每一个音节,都像是有人拿刀尖敲着他的头盔。
中伏了。
不是武松的主力。
武松的主力果然不在山里。
打伏击的是燕青。
是那个独臂的、在玉泉山趴了三天三夜不吭一声的燕青。
是他绕到居庸关背后,断完颜宗弼归路的燕青。
是他和张清一起,带着二龙山旧部在鹰愁涧设伏的燕青。
他们翻山过来了。
武松不需要把主力埋在山里。
他用燕青就够了。
用二龙山那些在山里钻了一辈子、闭着眼都能摸过崖壁的兄弟就够了。
完颜亮的瞳孔在收缩。
他拨转马头。
对副将吼了一个字。
副将一愣。
中伏了还进?
元帅,前队中伏了!
正因为中伏,才要进!
他的伏兵数量有限。
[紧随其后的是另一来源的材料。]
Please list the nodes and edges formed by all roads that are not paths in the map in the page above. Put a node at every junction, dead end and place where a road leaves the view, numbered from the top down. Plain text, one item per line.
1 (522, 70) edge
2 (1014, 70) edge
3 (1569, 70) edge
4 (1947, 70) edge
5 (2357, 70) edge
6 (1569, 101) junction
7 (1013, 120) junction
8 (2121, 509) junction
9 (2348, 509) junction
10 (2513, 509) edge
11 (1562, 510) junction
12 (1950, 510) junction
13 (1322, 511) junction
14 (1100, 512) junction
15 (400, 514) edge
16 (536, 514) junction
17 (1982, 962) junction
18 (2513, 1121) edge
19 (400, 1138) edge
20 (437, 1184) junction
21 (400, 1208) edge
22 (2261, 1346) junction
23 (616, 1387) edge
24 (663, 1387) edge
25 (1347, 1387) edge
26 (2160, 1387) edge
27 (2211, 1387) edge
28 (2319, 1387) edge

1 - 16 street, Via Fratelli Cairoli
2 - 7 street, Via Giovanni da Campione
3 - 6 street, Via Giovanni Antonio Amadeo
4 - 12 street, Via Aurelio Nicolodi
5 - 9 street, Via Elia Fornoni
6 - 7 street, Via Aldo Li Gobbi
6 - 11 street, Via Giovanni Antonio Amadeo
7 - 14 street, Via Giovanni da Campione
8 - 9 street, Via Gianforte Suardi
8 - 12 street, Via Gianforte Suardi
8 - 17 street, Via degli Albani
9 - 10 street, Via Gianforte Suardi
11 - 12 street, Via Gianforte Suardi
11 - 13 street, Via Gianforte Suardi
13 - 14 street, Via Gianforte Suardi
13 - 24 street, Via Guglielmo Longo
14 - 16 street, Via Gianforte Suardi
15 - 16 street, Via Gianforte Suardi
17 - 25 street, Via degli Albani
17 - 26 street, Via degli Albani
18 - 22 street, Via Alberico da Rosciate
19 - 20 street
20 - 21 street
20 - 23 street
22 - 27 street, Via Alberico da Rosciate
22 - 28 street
藏在崖顶也只能邀击袭扰,打不了消耗战。
不要慌,随我冲进去把人抢出来。
把百姓重新抓回来,推过去填路,继续往燕京推!
他的伏兵再厉害,能挡住我十万铁骑?
完颜亮率中军涌入鹰愁涧。
后队骑兵也随之跟进。
涧底乱石遍地。
马速根本提不起来。
他的骑兵只好下马步战。
牵马在湿滑的乱石间。
一步一滑地往前挪。
前面是燕青的弩箭。
崖顶不时滚下大块碎石,砸向牵马的金兵。
后面是涌进来的自己人。
挤得连转身都困难。
自相践踏之下,又添了许多死伤。
更要命的是。
就在完颜亮的主力拥堵在涧底最窄一段时。
崖顶的号角又响了。
这一次号角声不是从前面传来的。
是从背后传来的。
张清在涧口外侧山坡上发起突袭。
一把火点燃了完颜亮留在涧口、还没来得及进谷的后队粮车。
那些粮车上的干草和麦秸遇火就着。
浓烟滚滚而起。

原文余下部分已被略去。